Saturday, February 15, 2003

It’s hard to believe it has been over three weeks since I last posted. Well, I have been traveling, and not always where it was easy to find internet access. I left Ulaan Baatar on Feb 2, which is the day Mongolians celebrate the New Year, according to the Mongol-Tibetan calendar. Not only did I have an compartment on the train to myself, I had a whole car to myself. Not many Mongolian choose to travel on this day, most preferring to stay by the hearth. Of course I was traveling in one of the Luxe cars.

It was a grueling thirty-six hour train ride down to Hohhot in Inner Mongolia, part of China.
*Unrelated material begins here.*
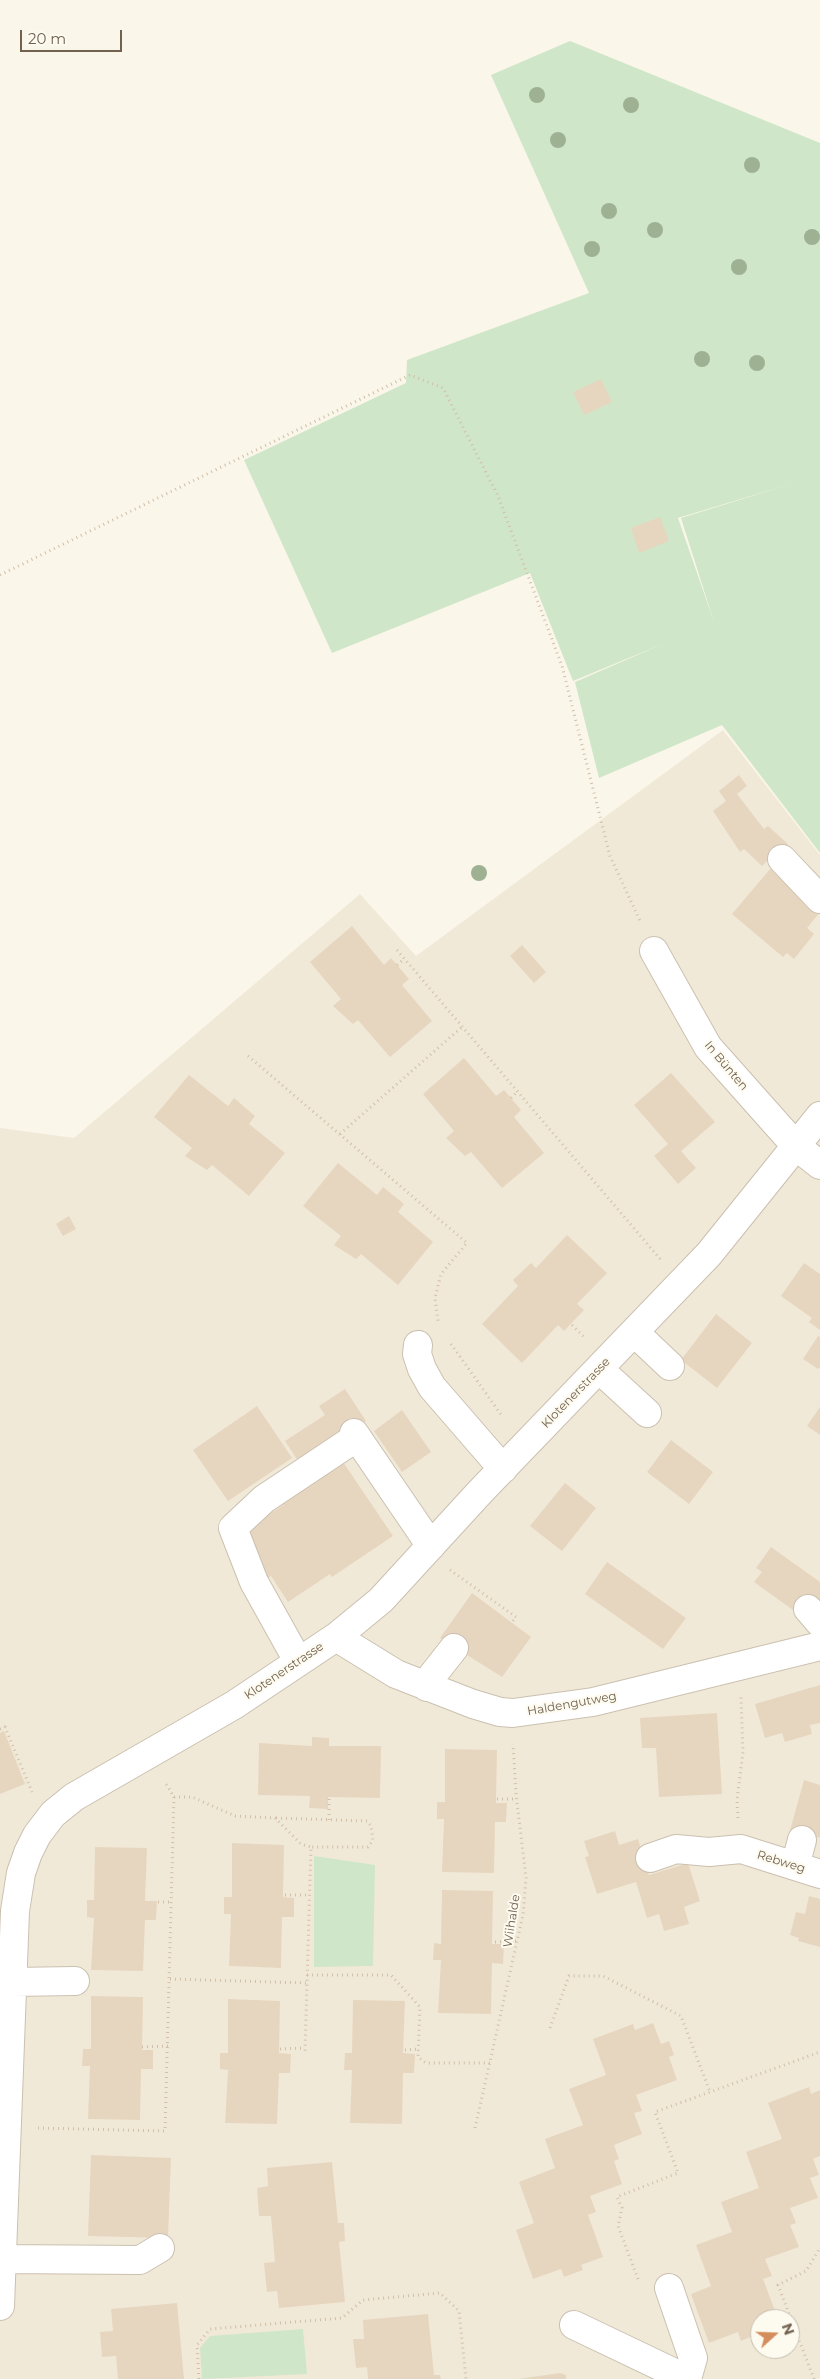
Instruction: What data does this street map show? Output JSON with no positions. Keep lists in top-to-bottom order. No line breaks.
{"streets":{"street":["In Bünten","Klotenerstrasse","Haldengutweg","Rebweg"],"path":["Wiihalde"]},"crossings":[["In Bünten","Klotenerstrasse"],["Klotenerstrasse","Haldengutweg"],["Haldengutweg","Wiihalde"]],"scale_bar":"20 m","north":"right"}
This included a four hour layover at the border to clear the Mongolian border checkpoint and customs, then Chinese border checkpoint and customs. As usual the Chinese border police were extremely friendly, declaring, “Welcome to China and Happy New Year!” I think these guys must be under orders to put their best foot forward when greeting foreigners. Then of course we had to change the “boogies” on the cars, which means all the cars had to be lifted up on hydraulic jacks and the wheels removed and new wheels place under them, since the tracks in Mongolia are of different width than the tracks in China. This is supposedly a hold over of the Cold War days intended to keep trains from being used for military invasions. Whoever came up with this cockamamie idea of changing the boogies should be horse-whipped. It would be much easier and faster just to get off the Mongolian train at the border and get on a Chinese one.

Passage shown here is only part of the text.